EĞİTİM SİSTEMİ SERMAYEYE GÖRE ŞEKİLLENDİRİLECEK
Programda mesleki eğitim merkezi (MESEM) öğrencilerinin uygulamalı eğitim aldığı işletmelerin usta, usta öğretici ve yöneticilerine yönelik eğitim faaliyeti gerçekleştirilmesi de planlandı. Mesleki eğitimin öğretim izlencesi sektörün gereksinimlerine göre yeniden düzenlenecek. Ulusal meslek standartları, ulusal ve uluslararası yeterlilikler, teknolojik gelişmeler ve sektörden gelen istekler kapsamında mesleki ve teknik ortaöğretim izlenceleri güncellenecek. Yine programa göre; 2025’te MEB tarafından yapılacak MESEM’ler ve meslek liselerinin yer seçiminde organize sanayi bölgeleri (OSB) öncelikli olarak değerlendirilecek. Mesleki ve teknik ortaöğretimde alan, dal açma ile kapatma süreci, yerel ihtiyaçlar ve sektör talepleri doğrultusunda gerçekleştirilecek. İş gücü piyasası ile mesleki ve teknik eğitim arasındaki uyumun geliştirilmesi için gençlerin iş gücü piyasasının ihtiyaçları doğrultusunda tercih yapmaları sağlanacak.

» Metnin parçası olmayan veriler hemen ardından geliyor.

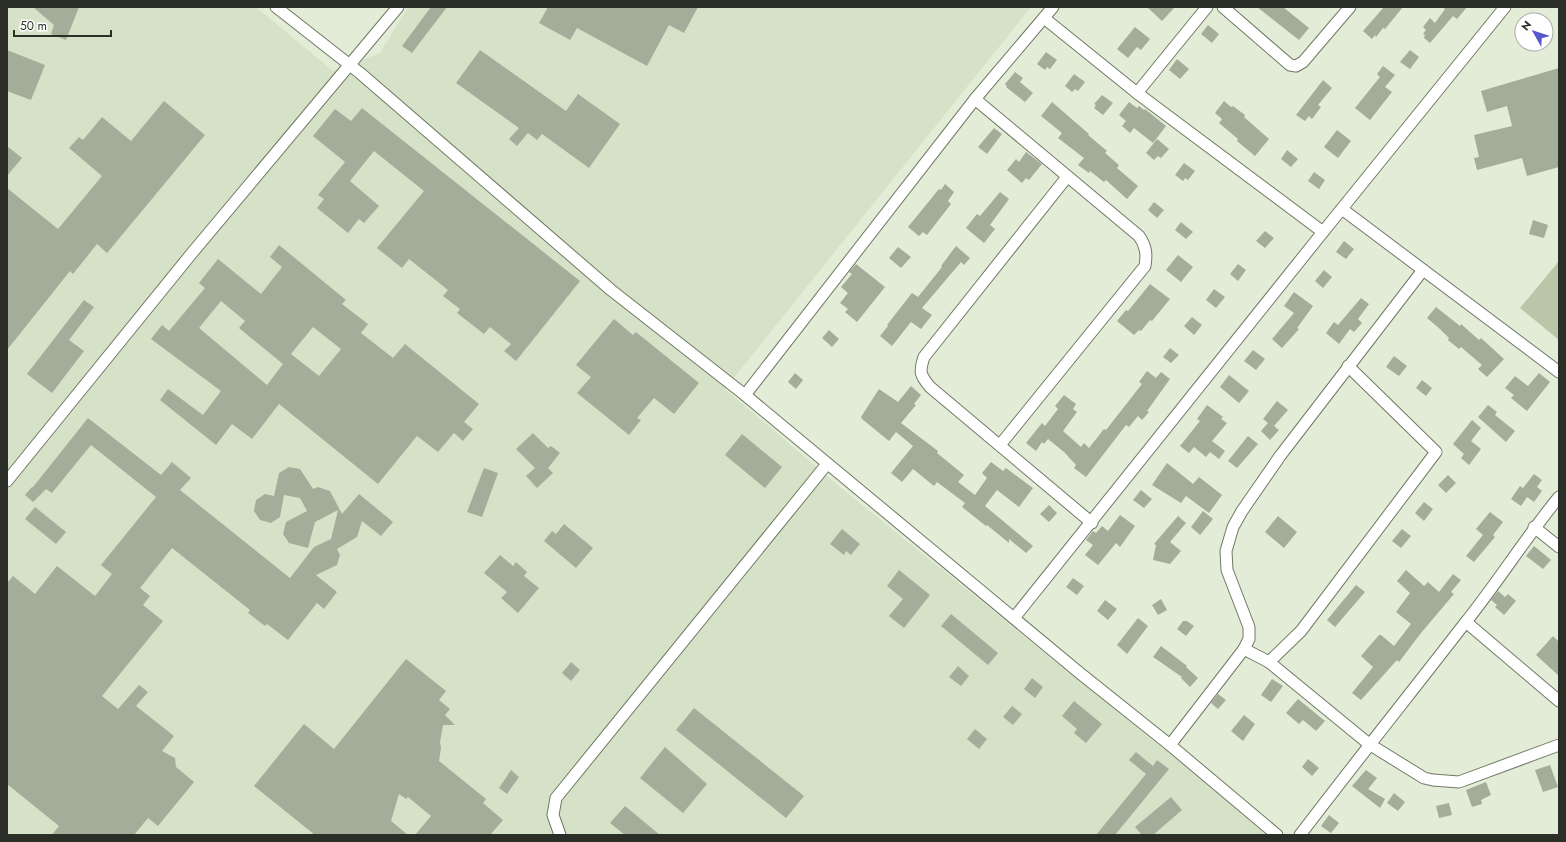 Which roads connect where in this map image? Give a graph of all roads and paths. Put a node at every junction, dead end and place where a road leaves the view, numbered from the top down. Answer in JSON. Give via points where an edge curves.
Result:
{"nodes":[{"id":1,"x":276,"y":7,"type":"edge"},
{"id":2,"x":398,"y":7,"type":"edge"},
{"id":3,"x":1053,"y":7,"type":"edge"},
{"id":4,"x":1207,"y":7,"type":"edge"},
{"id":5,"x":1223,"y":7,"type":"edge"},
{"id":6,"x":1350,"y":7,"type":"edge"},
{"id":7,"x":1505,"y":7,"type":"edge"},
{"id":8,"x":1044,"y":18,"type":"junction"},
{"id":9,"x":350,"y":65,"type":"junction"},
{"id":10,"x":1137,"y":93,"type":"junction"},
{"id":11,"x":975,"y":99,"type":"junction"},
{"id":12,"x":1067,"y":177,"type":"junction"},
{"id":13,"x":1342,"y":209,"type":"junction"},
{"id":14,"x":1322,"y":232,"type":"junction"},
{"id":15,"x":1422,"y":270,"type":"junction"},
{"id":16,"x":1348,"y":366,"type":"junction"},
{"id":17,"x":1559,"y":372,"type":"edge"},
{"id":18,"x":745,"y":395,"type":"junction"},
{"id":19,"x":1000,"y":445,"type":"junction"},
{"id":20,"x":827,"y":464,"type":"junction"},
{"id":21,"x":7,"y":481,"type":"edge"},
{"id":22,"x":1559,"y":497,"type":"edge"},
{"id":23,"x":1092,"y":523,"type":"junction"},
{"id":24,"x":1534,"y":527,"type":"junction"},
{"id":25,"x":1559,"y":547,"type":"edge"},
{"id":26,"x":1014,"y":618,"type":"junction"},
{"id":27,"x":1466,"y":622,"type":"junction"},
{"id":28,"x":1244,"y":649,"type":"junction"},
{"id":29,"x":1269,"y":662,"type":"junction"},
{"id":30,"x":1559,"y":701,"type":"edge"},
{"id":31,"x":1369,"y":744,"type":"junction"},
{"id":32,"x":1170,"y":745,"type":"junction"},
{"id":33,"x":1559,"y":745,"type":"edge"},
{"id":34,"x":560,"y":835,"type":"edge"},
{"id":35,"x":1277,"y":835,"type":"edge"},
{"id":36,"x":1300,"y":835,"type":"edge"}],
"edges":[{"from":1,"to":9,"type":"street"},
{"from":2,"to":9,"type":"street"},
{"from":3,"to":8,"type":"street"},
{"from":4,"to":10,"type":"street"},
{"from":5,"to":6,"type":"street","via":[[1290,65],[1296,66],[1303,62]]},
{"from":7,"to":13,"type":"street"},
{"from":8,"to":10,"type":"street"},
{"from":8,"to":11,"type":"street"},
{"from":9,"to":18,"type":"street","via":[[611,290]]},
{"from":9,"to":21,"type":"street","via":[[192,253]]},
{"from":10,"to":14,"type":"street"},
{"from":11,"to":12,"type":"street"},
{"from":11,"to":18,"type":"street"},
{"from":12,"to":19,"type":"street","via":[[924,357],[920,368],[922,377],[930,387]]},
{"from":12,"to":19,"type":"street","via":[[1139,236],[1145,244],[1145,266]]},
{"from":13,"to":14,"type":"street"},
{"from":13,"to":15,"type":"street"},
{"from":14,"to":23,"type":"street"},
{"from":15,"to":16,"type":"street"},
{"from":15,"to":17,"type":"street"},
{"from":16,"to":28,"type":"street","via":[[1280,456],[1233,528],[1226,550],[1227,570],[1249,627],[1249,638]]},
{"from":16,"to":29,"type":"street","via":[[1436,452],[1301,630]]},
{"from":18,"to":20,"type":"street"},
{"from":19,"to":23,"type":"street"},
{"from":20,"to":26,"type":"street"},
{"from":20,"to":34,"type":"street","via":[[556,798],[553,815]]},
{"from":22,"to":24,"type":"street"},
{"from":23,"to":26,"type":"street"},
{"from":24,"to":25,"type":"street"},
{"from":24,"to":27,"type":"street"},
{"from":26,"to":32,"type":"street"},
{"from":27,"to":30,"type":"street"},
{"from":27,"to":31,"type":"street"},
{"from":28,"to":29,"type":"street"},
{"from":28,"to":32,"type":"street"},
{"from":29,"to":31,"type":"street"},
{"from":31,"to":33,"type":"street","via":[[1424,778],[1459,782]]},
{"from":31,"to":36,"type":"street"},
{"from":32,"to":35,"type":"street"}]} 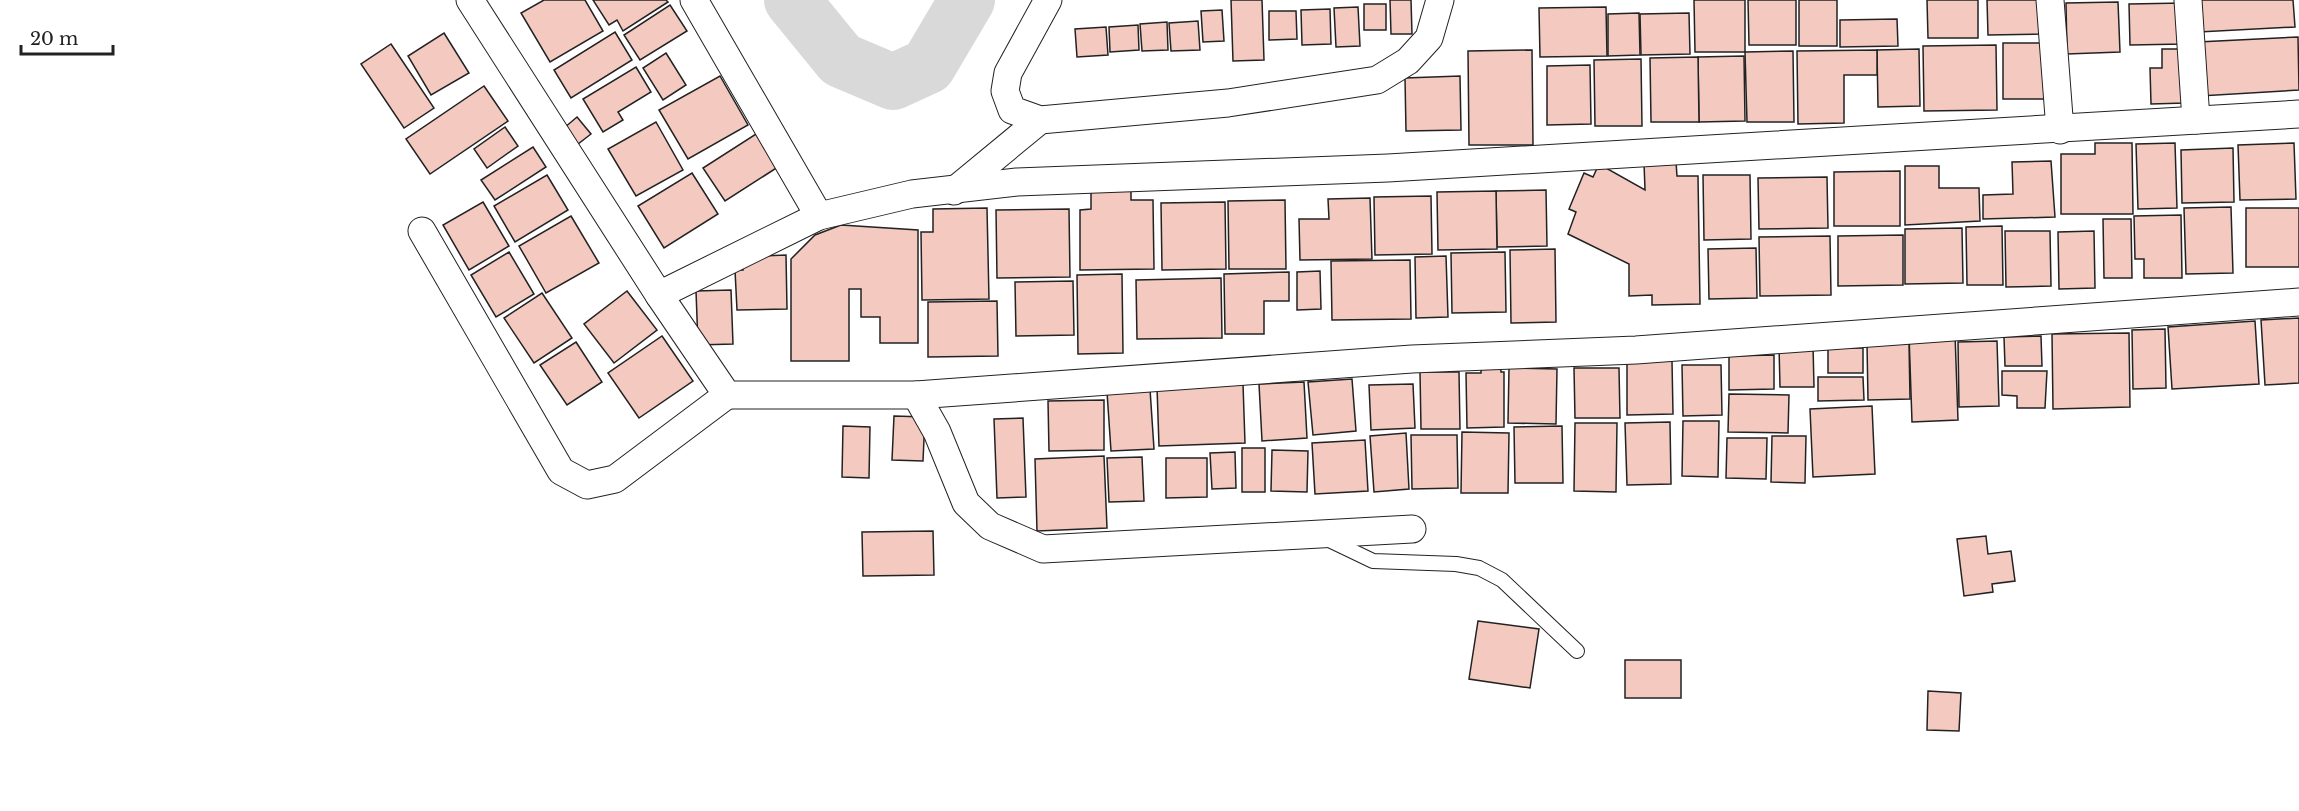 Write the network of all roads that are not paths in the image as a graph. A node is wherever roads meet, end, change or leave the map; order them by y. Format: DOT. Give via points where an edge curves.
graph roads {
  1 [pos="470,0"];
  2 [pos="694,0"];
  3 [pos="1048,0"];
  4 [pos="1440,0"];
  5 [pos="2050,0"];
  6 [pos="2188,0"];
  7 [pos="2299,114"];
  8 [pos="1040,120"];
  9 [pos="2196,120"];
  10 [pos="2060,130"];
  11 [pos="954,191"];
  12 [pos="819,216"];
  13 [pos="422,231"];
  14 [pos="659,295"];
  15 [pos="2299,302"];
  16 [pos="728,395"];
  17 [pos="916,395"];
  18 [pos="1412,529"];
  19 [pos="1320,536"];
  20 [pos="1577,651"];
  1 -- 14 [label="street"];
  2 -- 12 [label="street"];
  3 -- 8 [label="street" via="1008,72 1005,91 1012,110"];
  4 -- 8 [label="street" via="1429,38 1408,61 1377,80 1228,103"];
  5 -- 10 [label="street"];
  6 -- 9 [label="street"];
  7 -- 9 [label="street"];
  8 -- 11 [label="street"];
  9 -- 10 [label="street"];
  10 -- 11 [label="street" via="1400,168 1017,182"];
  11 -- 12 [label="street" via="912,194"];
  12 -- 14 [label="street"];
  13 -- 16 [label="street" via="561,471 587,485 615,479"];
  14 -- 16 [label="street"];
  15 -- 17 [label="street" via="1636,350 1412,359"];
  16 -- 17 [label="street"];
  17 -- 19 [label="street" via="938,432 966,503 990,526 1043,549"];
  18 -- 19 [label="street"];
  19 -- 20 [label="lane" via="1373,561 1479,568 1502,580"];
}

‘EĞİTİM SORUMLULUĞU SERMAYEYE BIRAKILIYOR’
Programda yer alan politika ve önemleri Cumhuriyet’e değerlendiren eğitimci Nurcan Korkmaz, “Eğitim planlaması yönetimi sermayeye teslim edilemez. Bu devletin görevidir. Bu yolun sonu öğretmenin de sermayeye bırakılması olacak. Müfredatı ve hangi alanda programın açılacağını sermaye berlirleyecekse öğretmeni de sermeye belirler. Bu anayasaya da eğitim birliğine de aykırı. Devlet binaları açıyor, sistemi oluşturuyor ama sermaye isteğine göre yapılıyor. Bu da kamu kaynaklarının sermayenin çalışması için aktarılması anlamına geliyor. Kısacası devlet eğitim sorumluluğunu sermayeye bırakıyor” dedi.
‘İSTİHDAM GÜVENCESİ ALINMIYOR’
Mesleki eğitim sisteminin sermeyenin çıkarlarına göre şekillenirken, sermayenin mezun olan öğrencilere istihdam güvencesini vermediğini belirten Korkmaz, şu ifadeleri kullandı:
“Seçim hakkı sermayeye bırakırken, sermayden istihdam güvencesi alınmıyor. Almanya’da devletle birlikte semaye bir planlama yapıyor. Almanya’da sadece görüş alınıyor ama sermaye istihdam güvencesi vermek zorunda. Ancak bizde plotokollerde istihdam güvencesi verilmiyor. Bu öğrencilerin ucuz işgücü olarak kullanılması demek. İlaveten, çocukların yetiştirilmesinde kaynak alınmıyor sermayeden. MESEM’lerde zorunlu eğitim çağında 385 bin öğrenci var. Bu öğrenciler ne olacak, istihdamı nasıl sağlanacak? Ortaokullarda pilot okullar da açtılar. Çocuk işçiliğini 14 yaştan 9 yaşa indirdiler. Bu okullar da OSM’lerde... 9 yaşındaki çocuğu sanayi hayatına yönlendiriyorlar. Bu yaştaki çocuklarda mesleki bir yönlendirme yapılamaz. Bu çocukların mezun olunca istihdam alanı da yok. Sermayenin ucuz işgücü sağlaması için bir nesli hayattan yok ediyoruz. Sermayenin bu çocukları çalıştırmak için uygun ortam sağlamak zorunluluğu da yok. Çocuğu tamamen yok sayan bir sistemden bahsediyoruz.”